Poi parla anche della moglie, senza citarne la parentela “Nel 2012 abbiamo portato a casa il primo consigliere comunale nella mia Mondovì, l’anno dopo la parlamentare ora ministro Dadone (l’unica a non aver tradito al secondo mandato e al governo). Ideatore di M5sParlamento su YouTube poi ceduto al gruppo parlamentare, ideatore di diverse campagne politiche di deputati e ministri 5 stelle. Non credo nella critica se questa non è accompagnata da proposta e sono sempre stato al fianco di chi lavora nel silenzio invece di tifare chi ha cercato soltanto visibilità. Mi candido perché credo ci sia bisogno di persone determinate, di metodo e perché sono stanco dei voltagabbana. Eventi Rousseau e Italia 5 stelle praticamente ad ogni occasione, da buon nerd grillino. Smartworking e altre chicche targate 5 stelle hanno anche il mio zampino. Tante esperienze politiche , dai banchetti al Parlamento e ai Ministeri. Continuo ad attaccare manifesti ed aiutare nelle campagne elettorali da oltre 12 anni.
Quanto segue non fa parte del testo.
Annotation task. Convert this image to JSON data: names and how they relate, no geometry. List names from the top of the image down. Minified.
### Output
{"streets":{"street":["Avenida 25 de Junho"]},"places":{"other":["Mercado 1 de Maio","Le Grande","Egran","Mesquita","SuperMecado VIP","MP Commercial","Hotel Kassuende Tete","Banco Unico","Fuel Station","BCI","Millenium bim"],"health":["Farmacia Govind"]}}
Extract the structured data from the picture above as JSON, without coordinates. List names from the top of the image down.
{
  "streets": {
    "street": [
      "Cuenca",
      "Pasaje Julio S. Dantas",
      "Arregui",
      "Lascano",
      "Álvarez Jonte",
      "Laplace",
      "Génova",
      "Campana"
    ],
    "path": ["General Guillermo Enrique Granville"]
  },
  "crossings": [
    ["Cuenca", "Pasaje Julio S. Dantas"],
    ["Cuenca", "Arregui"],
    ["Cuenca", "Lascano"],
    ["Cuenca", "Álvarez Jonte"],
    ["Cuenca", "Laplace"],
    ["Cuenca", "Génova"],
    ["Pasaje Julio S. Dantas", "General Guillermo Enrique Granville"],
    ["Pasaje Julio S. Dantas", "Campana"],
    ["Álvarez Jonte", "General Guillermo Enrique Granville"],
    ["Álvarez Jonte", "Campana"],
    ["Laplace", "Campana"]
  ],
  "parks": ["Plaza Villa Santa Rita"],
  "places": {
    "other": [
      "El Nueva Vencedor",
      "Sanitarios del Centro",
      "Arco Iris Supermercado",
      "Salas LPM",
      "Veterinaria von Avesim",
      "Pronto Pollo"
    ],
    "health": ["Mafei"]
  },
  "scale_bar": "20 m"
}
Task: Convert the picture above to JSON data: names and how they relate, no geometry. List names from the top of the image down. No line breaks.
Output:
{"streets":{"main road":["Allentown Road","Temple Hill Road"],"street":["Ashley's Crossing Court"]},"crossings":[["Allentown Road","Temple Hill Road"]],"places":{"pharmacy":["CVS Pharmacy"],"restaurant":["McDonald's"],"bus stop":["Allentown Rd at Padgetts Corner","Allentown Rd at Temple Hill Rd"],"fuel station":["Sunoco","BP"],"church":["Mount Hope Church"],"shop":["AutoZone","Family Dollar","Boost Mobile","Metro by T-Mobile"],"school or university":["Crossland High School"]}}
Leggete i curriculum sul sito del Movimento 5 stelle, leggete le storie dei candidati, immaginate il loro impegno, il loro cuore, chiedetevi se potete fidarvi, se ci saranno nel momento del bisogno. E poi votate sapendo che siamo gli unici a farlo perché nessuno farà primarie, parlamentarie o votazioni di sorta. Quindi con un grande vaffa a chi ci parla di democrazia e click, buon voto a noi!”.

Tanto poi sul suo posto in lista decide la moglie!